In February 2025, Zampolli represented himself as "Special Envoy to Italy", and was referred to as such by Matteo Salvini. However, the appointment was not official. Zampolli was instead named Trump's special envoy for global partnerships in March. In this capacity, he has controversially advocated for Russia's reentry into global sports competition, and been involved in the negotiation of mineral and airplane deals with Uzbekistan. He claimed to be "Boeing's number-two salesperson in the world, right after the president", which the company did not confirm.

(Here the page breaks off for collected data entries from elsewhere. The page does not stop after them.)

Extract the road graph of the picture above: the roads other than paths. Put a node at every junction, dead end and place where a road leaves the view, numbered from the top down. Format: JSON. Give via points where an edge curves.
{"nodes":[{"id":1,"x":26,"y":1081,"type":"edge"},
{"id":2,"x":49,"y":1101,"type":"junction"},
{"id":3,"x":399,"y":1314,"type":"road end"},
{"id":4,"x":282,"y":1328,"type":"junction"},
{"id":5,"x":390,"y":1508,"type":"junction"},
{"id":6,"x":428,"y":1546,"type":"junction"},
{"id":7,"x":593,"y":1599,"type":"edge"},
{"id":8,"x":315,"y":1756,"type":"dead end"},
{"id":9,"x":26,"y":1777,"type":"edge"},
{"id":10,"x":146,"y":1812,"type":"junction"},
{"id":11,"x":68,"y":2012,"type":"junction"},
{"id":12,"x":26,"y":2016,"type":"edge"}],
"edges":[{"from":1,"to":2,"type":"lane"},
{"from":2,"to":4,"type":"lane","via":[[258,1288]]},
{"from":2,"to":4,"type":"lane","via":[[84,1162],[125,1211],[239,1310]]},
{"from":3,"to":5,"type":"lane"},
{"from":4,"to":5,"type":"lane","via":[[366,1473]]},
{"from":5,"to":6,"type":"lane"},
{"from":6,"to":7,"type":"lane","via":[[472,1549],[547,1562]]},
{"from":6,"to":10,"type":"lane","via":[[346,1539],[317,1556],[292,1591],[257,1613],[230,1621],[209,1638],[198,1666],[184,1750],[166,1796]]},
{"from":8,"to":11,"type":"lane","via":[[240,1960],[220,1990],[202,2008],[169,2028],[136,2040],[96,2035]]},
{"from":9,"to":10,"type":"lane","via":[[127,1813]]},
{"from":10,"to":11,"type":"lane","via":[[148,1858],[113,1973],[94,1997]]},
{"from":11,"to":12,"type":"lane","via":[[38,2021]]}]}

In January 2026, Zampolli joined the American delegation to the World Economic Forum in Davos, where he brought a miniature of Arturo Di Modica's Charging Bull to the building hosting the delegation. Zampolli accompanied Vice President JD Vance to Hungary on April 7 to meet with Viktor Orbán ahead of the 2026 Hungarian parliamentary election. In April 2026, it was reported that Zampolli asked FIFA and Trump to replace Iran with Italy in the 2026 FIFA World Cup. This is part of the effort of Zampolli to repair the relationship between Italian Prime Minister Giorgia Meloni and Trump after they fell out over the criticism from Pope Leo XIV over the Iran war.

== Personal life ==
Zampolli moved to New York with Edit Molnar, a Hungarian model, and lived with her until at least 1996. In 2002, in Manhattan, he met Amanda Ungaro, a teen model from Londrina, Brazil. Ungaro had been brought to New York from Paris on Jeffrey Epstein's "Lolita Express". Her agent at the time was Jean-Luc Brunel, an alleged procurer of women for Epstein. When they met, Ungaro was 17 and Zampolli was 32.

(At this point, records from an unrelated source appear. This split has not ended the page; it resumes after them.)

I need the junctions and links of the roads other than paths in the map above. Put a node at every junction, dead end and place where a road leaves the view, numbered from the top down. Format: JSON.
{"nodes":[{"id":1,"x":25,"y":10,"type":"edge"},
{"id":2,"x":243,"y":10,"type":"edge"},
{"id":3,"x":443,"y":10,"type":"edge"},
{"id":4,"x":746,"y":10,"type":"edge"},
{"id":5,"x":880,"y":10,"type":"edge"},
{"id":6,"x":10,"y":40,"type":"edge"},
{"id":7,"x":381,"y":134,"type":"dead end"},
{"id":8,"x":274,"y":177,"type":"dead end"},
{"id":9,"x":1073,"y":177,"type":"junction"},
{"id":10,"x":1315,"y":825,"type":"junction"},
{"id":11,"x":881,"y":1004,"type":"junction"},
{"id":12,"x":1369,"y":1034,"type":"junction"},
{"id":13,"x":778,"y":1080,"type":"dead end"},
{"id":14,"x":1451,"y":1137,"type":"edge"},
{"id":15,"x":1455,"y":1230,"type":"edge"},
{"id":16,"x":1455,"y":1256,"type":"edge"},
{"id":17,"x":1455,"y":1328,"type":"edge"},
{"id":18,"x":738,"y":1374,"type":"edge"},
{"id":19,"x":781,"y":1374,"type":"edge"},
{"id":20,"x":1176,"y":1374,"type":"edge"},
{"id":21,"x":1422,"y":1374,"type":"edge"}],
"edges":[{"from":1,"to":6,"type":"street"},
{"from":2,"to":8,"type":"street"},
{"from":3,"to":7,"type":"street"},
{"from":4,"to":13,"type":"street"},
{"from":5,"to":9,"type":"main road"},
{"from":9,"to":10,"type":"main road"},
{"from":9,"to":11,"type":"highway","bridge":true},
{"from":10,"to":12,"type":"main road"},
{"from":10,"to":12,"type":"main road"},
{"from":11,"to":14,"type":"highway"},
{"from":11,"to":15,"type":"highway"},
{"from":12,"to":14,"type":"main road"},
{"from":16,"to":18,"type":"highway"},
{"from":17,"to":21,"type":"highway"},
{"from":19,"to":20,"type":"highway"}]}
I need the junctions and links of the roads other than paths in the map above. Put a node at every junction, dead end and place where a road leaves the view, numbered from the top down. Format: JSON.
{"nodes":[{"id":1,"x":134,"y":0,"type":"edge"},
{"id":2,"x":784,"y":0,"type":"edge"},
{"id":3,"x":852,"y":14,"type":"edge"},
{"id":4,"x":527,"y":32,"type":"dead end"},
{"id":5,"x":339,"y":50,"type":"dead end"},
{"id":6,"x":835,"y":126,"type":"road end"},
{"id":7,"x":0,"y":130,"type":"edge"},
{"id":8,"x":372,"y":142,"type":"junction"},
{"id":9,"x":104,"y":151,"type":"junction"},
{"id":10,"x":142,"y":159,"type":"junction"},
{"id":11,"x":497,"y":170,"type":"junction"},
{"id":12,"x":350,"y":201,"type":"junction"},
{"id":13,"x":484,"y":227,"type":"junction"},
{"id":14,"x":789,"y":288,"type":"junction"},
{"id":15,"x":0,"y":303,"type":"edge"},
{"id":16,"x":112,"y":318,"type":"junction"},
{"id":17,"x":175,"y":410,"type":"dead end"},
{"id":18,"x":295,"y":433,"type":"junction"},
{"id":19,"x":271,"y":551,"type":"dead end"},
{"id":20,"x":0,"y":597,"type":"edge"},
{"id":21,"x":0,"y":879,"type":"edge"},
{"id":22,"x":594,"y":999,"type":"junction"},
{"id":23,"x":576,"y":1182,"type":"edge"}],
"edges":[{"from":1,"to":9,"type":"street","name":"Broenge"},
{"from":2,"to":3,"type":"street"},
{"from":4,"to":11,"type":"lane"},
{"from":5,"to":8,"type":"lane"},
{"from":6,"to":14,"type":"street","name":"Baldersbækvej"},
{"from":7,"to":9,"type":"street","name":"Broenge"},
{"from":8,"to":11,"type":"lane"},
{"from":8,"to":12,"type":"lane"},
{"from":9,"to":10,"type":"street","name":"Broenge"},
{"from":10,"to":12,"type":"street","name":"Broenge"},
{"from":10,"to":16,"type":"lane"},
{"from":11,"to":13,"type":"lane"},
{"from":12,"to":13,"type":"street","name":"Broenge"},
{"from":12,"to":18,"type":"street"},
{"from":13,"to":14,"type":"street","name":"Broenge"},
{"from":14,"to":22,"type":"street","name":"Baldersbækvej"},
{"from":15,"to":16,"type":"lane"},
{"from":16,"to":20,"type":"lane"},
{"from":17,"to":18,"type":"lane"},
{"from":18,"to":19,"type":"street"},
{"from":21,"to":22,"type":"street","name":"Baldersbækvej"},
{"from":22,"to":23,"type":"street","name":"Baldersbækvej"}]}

According to Folha de S.Paulo, Zampolli and Ungaro married, and had a son, Giovanni Zampolli. The couple attended the first Trump inauguration, where they sat at Melania's table during dinner. The couple split in 2018, and permanently separated in 2021, with Zampolli claiming that a marriage never occurred. In 2025, Ungaro was arrested in Florida for conducting unlicensed cosmetic surgery procedures. She was subsequently deported from the United States, after Zampolli allegedly asked a senior Immigration and Customs Enforcement (ICE) official to detain her, in an effort to gain sole custody of their son. On January 21, 2025, Zampolli appeared at Trump's Starlight Inaugural Ball with model Maria Borges.

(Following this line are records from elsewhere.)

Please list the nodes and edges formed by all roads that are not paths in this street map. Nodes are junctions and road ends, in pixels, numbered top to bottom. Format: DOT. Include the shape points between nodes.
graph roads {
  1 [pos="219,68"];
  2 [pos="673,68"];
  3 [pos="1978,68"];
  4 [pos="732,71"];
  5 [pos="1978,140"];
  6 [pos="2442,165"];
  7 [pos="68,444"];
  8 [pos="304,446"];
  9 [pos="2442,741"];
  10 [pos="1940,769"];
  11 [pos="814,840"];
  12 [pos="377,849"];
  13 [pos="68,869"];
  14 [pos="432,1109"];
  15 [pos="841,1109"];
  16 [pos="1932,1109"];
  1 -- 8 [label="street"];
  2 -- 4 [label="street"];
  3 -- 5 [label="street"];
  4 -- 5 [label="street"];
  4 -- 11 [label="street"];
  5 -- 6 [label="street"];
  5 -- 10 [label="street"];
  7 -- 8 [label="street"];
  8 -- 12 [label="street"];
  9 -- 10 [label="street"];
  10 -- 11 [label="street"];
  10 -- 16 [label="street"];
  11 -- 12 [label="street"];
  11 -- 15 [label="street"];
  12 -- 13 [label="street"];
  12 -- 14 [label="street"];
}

=== Relationship with Jeffrey Epstein ===
Zampolli's social circle overlapped with that of Jeffrey Epstein. Epstein patronized Zampolli's ID Model Management, and was a partner in Zampolli's 2004 bid to purchase Elite Model Management. Zampolli's name appears several times in the Epstein files. In one 2011 email, Epstein warned an Emirati businessman that "zampoli[sic] is trouble". In 2013, Zampolli was named as one of four partners in Ghislaine Maxwell's charity, the TerraMar Project.